Arrêt du 6 mars 2006
IVe Chambre

MM. les Juges Ursprung, Président, Schön et Frésard. Greffière : Mme von
Zwehl

Office cantonal AI Genève, 97, rue de Lyon, 1203 Genève, recourant,

contre

M.________, intimé, représenté par Me Suzette Chevalier, avocate, rue
Pestalozzi 15, 1202 Genève

Tribunal cantonal des assurances sociales, Genève

(Jugement du 17 mars 2004)

Faits:

A.
M.________, né en 1961, souffre depuis de nombreuses années de douleurs
rachidiennes. Exception faite des années 1990 à 1994 où il a exercé le métier
de concierge, le prénommé a toujours travaillé comme chauffeur de poids
lourds. A la suite d'une chute sur le dos survenue 19 février 1999, il a été
déclaré en incapacité de travail totale. Son dernier employeur, la société
X.________ SA, l'a licencié avec effet au 30 juin 1999. Le 27 septembre
suivant, M.________ a présenté une demande de prestations de
l'assurance-invalidité.

Dans un rapport établi à l'intention de l'Office cantonal genevois de
l'assurance-invalidité (ci-après : l'office AI), le docteur J.________ a posé
les diagnostics de fibromyalgie, de cervicalgies sur scoliose, de lombalgies
sur discopathie L4-L5, sur prolapsus disco-ligamentaire L5-S1 ainsi que sur
ostéophytose D12-L1, de méralgie paresthésique du membre supérieur gauche, et
enfin d'un état anxio-dépressif. Au vu des atteintes retenues par le médecin
traitant, l'office AI a mandaté le professeur C.________, spécialiste FMH en
maladies rhumatismales et en médecine physique, pour une expertise. Celui-ci
a confirmé le diagnostic de fibromyalgie (16 points douloureux) et estimé, au
regard du bilan objectif discret, que l'assuré devrait être capable d'exercer
une activité à mi-temps permettant une alternance des positions et des pauses
fréquentes. Afin d'exclure toute problématique psychique invalidante, une
expertise a également été confiée au docteur R.________, psychiatre, qui a
diagnostiqué un léger état dépressif réactionnel. A la question de savoir si
M.________ souffrait d'un trouble somatoforme douloureux, le psychiatre a
répondu par la négative, soulignant que les critères diagnostiques de cette
atteinte à la santé psychique n'étaient pas remplis; selon lui, les symptômes
présentés par l'intéressé avaient une «base somatique» et ne «relev(ai)ent
pas d'un état névrotique» (rapport du 30 décembre 2001).

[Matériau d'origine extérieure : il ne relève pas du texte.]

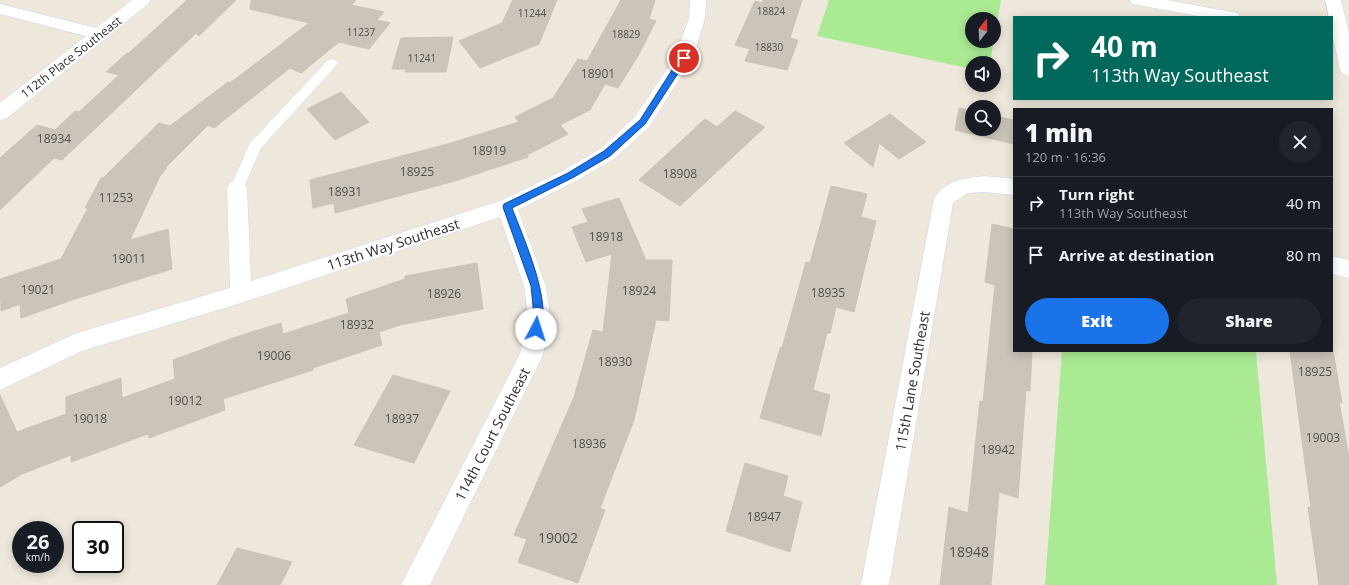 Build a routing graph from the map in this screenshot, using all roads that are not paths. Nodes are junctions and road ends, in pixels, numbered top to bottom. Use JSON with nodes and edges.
{"nodes":[{"id":1,"x":142,"y":0,"type":"edge"},
{"id":2,"x":698,"y":0,"type":"edge"},
{"id":3,"x":1138,"y":0,"type":"edge"},
{"id":4,"x":1333,"y":0,"type":"edge"},
{"id":5,"x":0,"y":9,"type":"edge"},
{"id":6,"x":1226,"y":16,"type":"edge"},
{"id":7,"x":99,"y":34,"type":"junction"},
{"id":8,"x":1337,"y":36,"type":"edge"},
{"id":9,"x":332,"y":63,"type":"dead end"},
{"id":10,"x":1349,"y":70,"type":"edge"},
{"id":11,"x":0,"y":113,"type":"edge"},
{"id":12,"x":1013,"y":187,"type":"edge"},
{"id":13,"x":237,"y":188,"type":"joint"},
{"id":14,"x":507,"y":207,"type":"junction"},
{"id":15,"x":1333,"y":264,"type":"edge"},
{"id":16,"x":1349,"y":269,"type":"edge"},
{"id":17,"x":242,"y":294,"type":"junction"},
{"id":18,"x":0,"y":379,"type":"edge"},
{"id":19,"x":415,"y":585,"type":"edge"},
{"id":20,"x":875,"y":585,"type":"edge"}],
"edges":[{"from":1,"to":7,"type":"street","name":"112th Place Southeast"},
{"from":2,"to":14,"type":"street","name":"113th Way Southeast"},
{"from":3,"to":6,"type":"street"},
{"from":4,"to":8,"type":"street"},
{"from":5,"to":7,"type":"street"},
{"from":7,"to":11,"type":"street","name":"112th Place Southeast"},
{"from":8,"to":10,"type":"street"},
{"from":9,"to":13,"type":"lane"},
{"from":12,"to":20,"type":"street","name":"115th Lane Southeast"},
{"from":13,"to":17,"type":"street"},
{"from":14,"to":17,"type":"street","name":"113th Way Southeast"},
{"from":14,"to":19,"type":"street","name":"114th Court Southeast"},
{"from":15,"to":16,"type":"street"},
{"from":17,"to":18,"type":"street","name":"113th Way Southeast"}]}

Après avoir requis un complément d'instruction auprès du professeur
C.________, l'office AI a rendu, le 6 et 7 juin 2002, deux décisions par
lesquelles il a refusé le droit de l'assuré respectivement à des mesures
professionnelles et à une rente d'invalidité.

B.
Saisi d'un recours de l'assuré contre ces deux décisions, le Tribunal
cantonal genevois des assurances sociales l'a partiellement admis. Il a
confirmé la décision du 6 juin 2002 (chiffre 5 du dispositif) et annulé celle
du 7 juin 2002 en ce sens qu'il a octroyé à l'assuré une demi-rente
d'invalidité dès le 1er février 2000 et renvoyé la cause à l'office AI afin
que celui-ci procède au calcul de la prestation (chiffres 2 à 4 du
dispositif).

C.
L'office AI interjette recours de droit administratif contre ce jugement,
dont il requiert l'annulation. Il conclut à la confirmation de ses décisions
des 6 et 7 juin 2002.

M.________ conclut au rejet du recours, tandis que l'Office fédéral des
assurances sociales propose son admission.

Considérant en droit:

1.
1.1 Le litige porte sur le degré d'invalidité présenté par M.________,
respectivement sur son droit à une rente.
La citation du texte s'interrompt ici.